Anistia (in) completa e (in) justiça
plena: reflexo da legalidade autoritária na justiça de transição brasileira.
Fonte:
XXI
Congresso Nacional do CONPEDI, publicado no ano de 2012. Disponível
em <http://www.publicadireito.com.br/publicacao/livro.php?gt=131> Acesso
em 13 Out. 2016.
O período da ditadura brasileira foi marcado
por perseguições políticas e repressão de direitos daqueles que se opunha ao
regime militar. Os opositores da ditadura militar eram estudantes, artistas e
inúmeros setores das classes médias urbanas que lutavam por modificações
nacionalistas, por uma base educacional melhor e pela reforma agrária. As
perseguições resultaram em inúmeros atos de tortura, desaparecimento, violência
moral e sexual além de assassinatos. Para legitimar o golpe, o presidente João
Goulart foi acusado de ter abandonado a presidência e saído do país, mas a
verdade era que ele estava fugindo dos militares para não ser preso. Em 09 de
abril de 1964, por meio de um Ato Institucional que atribuía poderes aos
militares para seu próprio exercício, deu início ao regime ditatorial no
Brasil.
Para manutenção do poder por meio da
legitimidade e para validar a revolução, os militares editavam Atos Institucionais.

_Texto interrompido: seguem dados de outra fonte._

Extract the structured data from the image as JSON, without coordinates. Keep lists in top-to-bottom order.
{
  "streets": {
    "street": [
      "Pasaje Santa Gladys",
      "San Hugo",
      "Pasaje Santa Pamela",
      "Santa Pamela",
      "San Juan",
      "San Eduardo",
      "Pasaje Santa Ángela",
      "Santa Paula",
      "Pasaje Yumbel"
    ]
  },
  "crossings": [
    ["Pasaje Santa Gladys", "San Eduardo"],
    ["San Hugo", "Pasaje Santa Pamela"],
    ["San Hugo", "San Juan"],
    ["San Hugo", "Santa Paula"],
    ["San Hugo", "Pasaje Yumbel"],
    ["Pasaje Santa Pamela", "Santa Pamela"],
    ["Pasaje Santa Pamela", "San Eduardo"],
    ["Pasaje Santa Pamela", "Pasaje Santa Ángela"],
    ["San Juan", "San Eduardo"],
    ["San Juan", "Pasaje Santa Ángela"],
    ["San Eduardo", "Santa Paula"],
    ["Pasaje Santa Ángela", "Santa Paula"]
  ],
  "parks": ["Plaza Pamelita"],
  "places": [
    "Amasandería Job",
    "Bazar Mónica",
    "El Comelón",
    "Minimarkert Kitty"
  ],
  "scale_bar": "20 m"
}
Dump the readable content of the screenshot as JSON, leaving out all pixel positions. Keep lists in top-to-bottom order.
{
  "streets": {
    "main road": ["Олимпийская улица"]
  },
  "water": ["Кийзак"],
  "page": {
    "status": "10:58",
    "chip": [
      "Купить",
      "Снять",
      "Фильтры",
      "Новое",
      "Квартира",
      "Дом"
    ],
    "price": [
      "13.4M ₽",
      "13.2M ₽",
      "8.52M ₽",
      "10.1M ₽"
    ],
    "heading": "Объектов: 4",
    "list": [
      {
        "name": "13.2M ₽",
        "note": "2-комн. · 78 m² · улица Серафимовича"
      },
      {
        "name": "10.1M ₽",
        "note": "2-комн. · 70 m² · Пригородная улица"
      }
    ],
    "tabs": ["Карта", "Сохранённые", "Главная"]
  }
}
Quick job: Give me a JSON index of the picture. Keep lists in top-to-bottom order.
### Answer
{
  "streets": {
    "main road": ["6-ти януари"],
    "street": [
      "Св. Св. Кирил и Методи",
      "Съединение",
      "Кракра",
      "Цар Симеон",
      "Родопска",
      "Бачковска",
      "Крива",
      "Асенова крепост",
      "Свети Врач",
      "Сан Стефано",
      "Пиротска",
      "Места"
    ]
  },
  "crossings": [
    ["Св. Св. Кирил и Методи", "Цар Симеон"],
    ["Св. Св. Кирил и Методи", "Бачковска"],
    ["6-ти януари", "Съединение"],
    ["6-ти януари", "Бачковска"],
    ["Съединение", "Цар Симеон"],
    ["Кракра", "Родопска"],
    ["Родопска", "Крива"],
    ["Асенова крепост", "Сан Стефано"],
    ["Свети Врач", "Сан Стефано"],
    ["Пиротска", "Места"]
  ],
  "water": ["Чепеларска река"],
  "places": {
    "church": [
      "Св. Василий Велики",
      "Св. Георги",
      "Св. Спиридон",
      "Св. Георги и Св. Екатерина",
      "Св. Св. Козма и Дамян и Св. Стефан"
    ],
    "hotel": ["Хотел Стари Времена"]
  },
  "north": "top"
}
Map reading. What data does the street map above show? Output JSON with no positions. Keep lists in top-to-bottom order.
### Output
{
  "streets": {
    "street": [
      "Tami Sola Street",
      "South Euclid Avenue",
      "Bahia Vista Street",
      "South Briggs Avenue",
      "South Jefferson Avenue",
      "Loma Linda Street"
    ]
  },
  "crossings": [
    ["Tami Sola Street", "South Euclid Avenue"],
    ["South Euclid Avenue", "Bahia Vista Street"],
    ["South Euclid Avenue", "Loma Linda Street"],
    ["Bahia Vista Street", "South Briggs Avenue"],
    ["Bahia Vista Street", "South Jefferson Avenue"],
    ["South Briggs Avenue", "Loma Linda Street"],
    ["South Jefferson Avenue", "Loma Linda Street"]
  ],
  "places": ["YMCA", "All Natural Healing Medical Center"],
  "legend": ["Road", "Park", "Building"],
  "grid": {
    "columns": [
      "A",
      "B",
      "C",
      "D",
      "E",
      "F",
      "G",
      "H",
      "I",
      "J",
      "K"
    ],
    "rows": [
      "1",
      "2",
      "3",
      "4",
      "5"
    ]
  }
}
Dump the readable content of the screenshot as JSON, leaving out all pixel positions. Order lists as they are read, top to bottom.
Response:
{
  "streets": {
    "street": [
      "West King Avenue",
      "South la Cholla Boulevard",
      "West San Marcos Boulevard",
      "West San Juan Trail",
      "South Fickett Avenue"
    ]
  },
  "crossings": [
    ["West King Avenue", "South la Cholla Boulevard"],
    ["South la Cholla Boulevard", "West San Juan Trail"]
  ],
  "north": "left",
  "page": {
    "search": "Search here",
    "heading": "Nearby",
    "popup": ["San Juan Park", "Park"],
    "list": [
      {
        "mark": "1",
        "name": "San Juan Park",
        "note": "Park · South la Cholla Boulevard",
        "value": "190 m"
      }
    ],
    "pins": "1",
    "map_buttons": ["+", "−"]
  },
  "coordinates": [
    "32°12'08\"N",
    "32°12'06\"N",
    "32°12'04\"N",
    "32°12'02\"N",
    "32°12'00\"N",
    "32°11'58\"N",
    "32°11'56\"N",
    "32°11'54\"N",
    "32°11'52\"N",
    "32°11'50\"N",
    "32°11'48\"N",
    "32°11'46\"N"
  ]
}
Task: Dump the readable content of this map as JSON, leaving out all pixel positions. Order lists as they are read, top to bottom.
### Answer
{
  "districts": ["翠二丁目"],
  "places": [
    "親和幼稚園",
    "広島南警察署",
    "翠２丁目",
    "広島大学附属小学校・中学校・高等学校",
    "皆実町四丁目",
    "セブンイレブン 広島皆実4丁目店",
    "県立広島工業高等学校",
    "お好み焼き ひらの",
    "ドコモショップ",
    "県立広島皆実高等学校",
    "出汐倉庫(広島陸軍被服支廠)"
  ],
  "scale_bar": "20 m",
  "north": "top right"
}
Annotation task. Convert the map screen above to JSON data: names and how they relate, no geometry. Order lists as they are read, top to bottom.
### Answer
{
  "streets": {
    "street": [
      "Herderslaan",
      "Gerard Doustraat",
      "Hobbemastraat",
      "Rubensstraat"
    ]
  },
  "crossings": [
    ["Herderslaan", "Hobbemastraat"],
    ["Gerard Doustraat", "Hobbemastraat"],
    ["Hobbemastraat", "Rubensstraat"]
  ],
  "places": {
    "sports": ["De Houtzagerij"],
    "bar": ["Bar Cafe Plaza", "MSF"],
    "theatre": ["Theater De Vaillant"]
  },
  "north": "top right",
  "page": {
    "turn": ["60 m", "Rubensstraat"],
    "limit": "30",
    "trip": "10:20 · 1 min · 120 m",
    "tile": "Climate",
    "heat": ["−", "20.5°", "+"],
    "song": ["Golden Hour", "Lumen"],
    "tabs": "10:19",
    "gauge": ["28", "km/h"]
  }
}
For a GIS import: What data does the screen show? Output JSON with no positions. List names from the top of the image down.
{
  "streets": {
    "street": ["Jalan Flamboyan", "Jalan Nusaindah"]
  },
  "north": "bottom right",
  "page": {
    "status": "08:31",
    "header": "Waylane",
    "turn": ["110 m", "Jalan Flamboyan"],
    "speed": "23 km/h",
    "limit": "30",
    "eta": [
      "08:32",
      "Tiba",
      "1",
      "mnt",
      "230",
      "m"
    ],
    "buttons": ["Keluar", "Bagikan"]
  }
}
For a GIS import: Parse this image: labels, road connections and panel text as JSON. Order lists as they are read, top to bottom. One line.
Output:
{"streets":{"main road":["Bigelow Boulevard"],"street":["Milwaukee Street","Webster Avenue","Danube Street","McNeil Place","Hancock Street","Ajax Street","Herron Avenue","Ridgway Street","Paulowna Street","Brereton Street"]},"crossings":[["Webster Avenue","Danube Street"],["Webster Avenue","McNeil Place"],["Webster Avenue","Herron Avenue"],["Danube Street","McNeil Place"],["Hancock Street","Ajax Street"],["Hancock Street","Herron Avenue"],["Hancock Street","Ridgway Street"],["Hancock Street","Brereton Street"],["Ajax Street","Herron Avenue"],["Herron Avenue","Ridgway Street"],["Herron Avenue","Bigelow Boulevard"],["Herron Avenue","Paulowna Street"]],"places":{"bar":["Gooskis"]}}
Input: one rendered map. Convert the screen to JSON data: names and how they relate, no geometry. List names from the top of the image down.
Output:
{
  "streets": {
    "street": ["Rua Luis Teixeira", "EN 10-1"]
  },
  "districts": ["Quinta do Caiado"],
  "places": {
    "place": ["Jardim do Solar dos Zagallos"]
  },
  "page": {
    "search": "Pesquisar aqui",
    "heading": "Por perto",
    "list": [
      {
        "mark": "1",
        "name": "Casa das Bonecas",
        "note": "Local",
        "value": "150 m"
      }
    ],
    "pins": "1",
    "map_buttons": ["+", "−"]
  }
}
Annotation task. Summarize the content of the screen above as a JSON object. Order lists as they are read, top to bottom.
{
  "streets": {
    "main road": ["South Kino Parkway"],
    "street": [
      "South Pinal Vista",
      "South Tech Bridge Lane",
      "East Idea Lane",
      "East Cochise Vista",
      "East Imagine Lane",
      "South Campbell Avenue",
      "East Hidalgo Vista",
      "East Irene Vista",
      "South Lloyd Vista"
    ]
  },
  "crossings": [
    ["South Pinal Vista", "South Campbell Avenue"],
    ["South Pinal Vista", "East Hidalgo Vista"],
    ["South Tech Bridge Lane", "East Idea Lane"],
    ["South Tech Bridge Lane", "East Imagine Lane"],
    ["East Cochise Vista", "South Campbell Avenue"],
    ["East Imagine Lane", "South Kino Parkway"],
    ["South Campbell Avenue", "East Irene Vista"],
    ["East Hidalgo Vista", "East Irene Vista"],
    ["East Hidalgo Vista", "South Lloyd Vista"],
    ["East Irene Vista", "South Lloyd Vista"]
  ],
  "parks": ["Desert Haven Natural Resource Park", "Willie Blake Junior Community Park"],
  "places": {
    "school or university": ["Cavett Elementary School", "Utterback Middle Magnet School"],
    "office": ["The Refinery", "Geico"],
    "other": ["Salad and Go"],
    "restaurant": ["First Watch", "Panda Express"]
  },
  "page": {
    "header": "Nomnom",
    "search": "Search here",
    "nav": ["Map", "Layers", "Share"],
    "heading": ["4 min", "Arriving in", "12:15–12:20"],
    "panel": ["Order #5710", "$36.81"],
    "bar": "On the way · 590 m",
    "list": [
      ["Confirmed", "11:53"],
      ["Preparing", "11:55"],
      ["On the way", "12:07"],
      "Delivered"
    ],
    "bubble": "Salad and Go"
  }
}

Para que esses atos fossem obedecidos havia uma estrita cooperação do Poder
Judiciário com o governo militar. As
participações dos juristas na ditadura militar contribuíram para a legitimidade
jurídica, para a criação de vínculos entre as forças armadas e o judiciário,
para a garantia do regime autoritário bem como para a exteriorização da
legalidade e a estabilização do domínio político do regime facilitando o
domínio das instituições repressivas e os julgamentos de um grande numero de
opositores. Essa legalidade autoritária conferiu aos governantes poderes de
exceção para lidar com as situações de emergências e permanecerem no poder o
tempo que fosse conveniente.
A lei nº 6.693/1979 concedeu anistia a todos
quantos cometeram atos praticados passíveis de anistia e os direitos suspensos
em virtude de fundamentação legal nos Atos Institucionais no período
compreendido entre 02 de setembro de 1961 e 15 de agosto de 1979 conforme
artigo 1º e seus parágrafos. Um ponto desfavorável da lei foi à vedação
expressa da possibilidade de indenização, como vencimentos, salários,
proventos, restituições, promoções ou ressarcimentos, aos anistiados conforme
previsto no artigo 11. O maior obstáculo da aplicação da Lei da Anistia
encontra-se onde o texto não foi expresso ao determinar quais crimes conexos de
qualquer natureza relacionados com crimes políticos praticados por motivação
politica o que possibilitou a anistia de vários agentes públicos responsáveis
pela pratica de homicídios, desaparecimentos forçados, abuso de poder, lesões
corporais, estupro entre outros de violência. O entendimento do Supremo
Tribunal Federal sobre o assunto foi que a Constituição de 1988 não trouxe
expressamente em seu texto disposições que contrariasse a Lei da anistia,
presumindo-se a recepção de forma integral. Decisão essa da Suprema Corte o
maior obstáculo jurídico para o avanço da justiça de transição no país
dificultando a construção do Estado Democrático de Direito a partir da solida
construção da sociedade
Outas medidas para alcançar a justiça de
transição inclui a criação da Lei 9.140/95 com suas alterações na qual institui
a Comissão Especial de Mortos e Desaparecidos Políticos. Outro passo importante
na Justiça de transição foi a criação da Comissão de anistia em 2001 e a
criação da Comissão Nacional da Verdade pela Lei 12.528/11 com a finalidade de
esclarecer as graves violações de direitos humanos.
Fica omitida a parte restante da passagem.